5 jaar resolutie 2286

Op papier biedt resolutie 2286 bescherming, maar de realiteit is dat 5 jaar sinds het aannemen van de resolutie de medische zorg nog steeds een doelwit is in conflict- en oorlogssituaties. De aanvallen, doelbewust of willekeurig, zorgen ervoor dat mensen vaak niet de hulp krijgen die zij nodig hebben. In de praktijk heeft de resolutie niet het gewenste effect opgeleverd. In de afgelopen jaren hebben we meermaals onze medische noodhulp moeten stopzetten door toenemend geweld. Patiënten, maar ook artsen en verpleegkundigen betalen hiervoor een hoge prijs.

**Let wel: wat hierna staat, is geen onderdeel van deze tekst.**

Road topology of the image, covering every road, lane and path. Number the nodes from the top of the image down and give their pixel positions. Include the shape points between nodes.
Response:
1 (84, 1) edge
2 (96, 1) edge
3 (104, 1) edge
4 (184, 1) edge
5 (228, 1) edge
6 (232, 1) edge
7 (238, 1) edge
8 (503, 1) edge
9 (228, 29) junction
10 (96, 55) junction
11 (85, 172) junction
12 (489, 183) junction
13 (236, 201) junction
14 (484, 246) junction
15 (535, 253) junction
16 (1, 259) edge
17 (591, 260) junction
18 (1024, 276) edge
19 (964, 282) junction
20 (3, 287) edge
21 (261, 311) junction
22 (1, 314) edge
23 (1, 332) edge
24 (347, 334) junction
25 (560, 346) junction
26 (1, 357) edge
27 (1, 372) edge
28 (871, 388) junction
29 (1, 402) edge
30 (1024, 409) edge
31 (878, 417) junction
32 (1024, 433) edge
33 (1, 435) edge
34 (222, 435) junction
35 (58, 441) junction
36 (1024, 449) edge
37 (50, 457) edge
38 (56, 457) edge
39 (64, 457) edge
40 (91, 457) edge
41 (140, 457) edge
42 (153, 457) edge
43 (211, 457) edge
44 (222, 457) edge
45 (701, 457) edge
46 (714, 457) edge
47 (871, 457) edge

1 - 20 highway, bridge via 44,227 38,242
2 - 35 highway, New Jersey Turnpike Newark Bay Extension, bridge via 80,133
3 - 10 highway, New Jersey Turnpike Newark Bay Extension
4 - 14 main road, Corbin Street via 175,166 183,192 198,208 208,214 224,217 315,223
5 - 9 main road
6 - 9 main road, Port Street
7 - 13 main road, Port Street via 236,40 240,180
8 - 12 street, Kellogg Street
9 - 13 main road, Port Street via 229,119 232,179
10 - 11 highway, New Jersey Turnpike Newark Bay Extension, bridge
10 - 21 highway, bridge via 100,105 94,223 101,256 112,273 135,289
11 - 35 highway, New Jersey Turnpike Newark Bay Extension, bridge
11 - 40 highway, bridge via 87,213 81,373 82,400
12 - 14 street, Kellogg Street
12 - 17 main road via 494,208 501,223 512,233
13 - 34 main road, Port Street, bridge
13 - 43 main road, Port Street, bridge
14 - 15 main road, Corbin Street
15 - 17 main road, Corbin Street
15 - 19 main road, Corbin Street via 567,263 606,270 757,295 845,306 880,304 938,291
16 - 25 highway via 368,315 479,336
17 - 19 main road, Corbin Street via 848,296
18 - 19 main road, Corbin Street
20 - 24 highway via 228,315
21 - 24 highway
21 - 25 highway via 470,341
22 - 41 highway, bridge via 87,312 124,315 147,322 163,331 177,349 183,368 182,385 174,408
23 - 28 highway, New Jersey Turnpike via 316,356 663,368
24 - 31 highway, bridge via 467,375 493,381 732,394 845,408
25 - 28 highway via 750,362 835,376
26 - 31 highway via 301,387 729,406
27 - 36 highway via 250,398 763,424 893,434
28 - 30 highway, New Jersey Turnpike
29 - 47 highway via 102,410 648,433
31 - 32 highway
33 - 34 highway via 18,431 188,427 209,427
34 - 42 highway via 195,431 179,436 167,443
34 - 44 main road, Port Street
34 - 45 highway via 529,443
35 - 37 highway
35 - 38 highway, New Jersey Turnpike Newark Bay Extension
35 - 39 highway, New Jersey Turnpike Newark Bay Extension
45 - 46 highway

Oktober 2015: luchtaanval op traumaziekenhuis

In oktober 2015 komen er in ons traumaziekenhuis in Kunduz, Afghanistan, 42 mensen om het leven door een luchtaanval. Onder wie 14 van onze medewerkers. Onze voormalig internationaal voorzitter Dr. Joanne Liu reisde na de aanval in 2015 naar Kunduz. ‘Ik sprak een van de verpleegkundigen die de luchtaanval had overleefd. Zijn linkerarm was geamputeerd door de explosie. Hij zei iets wat mij tot vandaag nog nachtmerries bezorgt: "Jullie zeiden dat het Artsen zonder Grenzen-ziekenhuis veilig was, ik geloofde het, wisten jullie dat we gebombardeerd zouden worden?” Ik vertelde hem dat ik ervan overtuigd was dat tot aan het bombardement het ziekenhuis een veilige plaats was. Tegenwoordig kan ik dat niet meer zeggen over medische klinieken en ziekenhuizen aan de frontlinie.’

Mei 2020: aanval op kraamkliniek

In mei 2020 wordt het Dasht-e-Barchi ziekenhuis in de Afghaanse hoofdstad Kabul aangevallen. Een onbekend aantal aanvallers stormde onze kraamkliniek vol met zwangere vrouwen, moeders en hun baby’s binnen. De aanval ging gepaard met explosies en schoten en duurde uren. 16 Afghaanse moeders, twee kinderen van zeven en acht jaar oud, een van onze Afghaanse vroedvrouwen en nog 6 anderen die in de kliniek aanwezig waren worden gedood.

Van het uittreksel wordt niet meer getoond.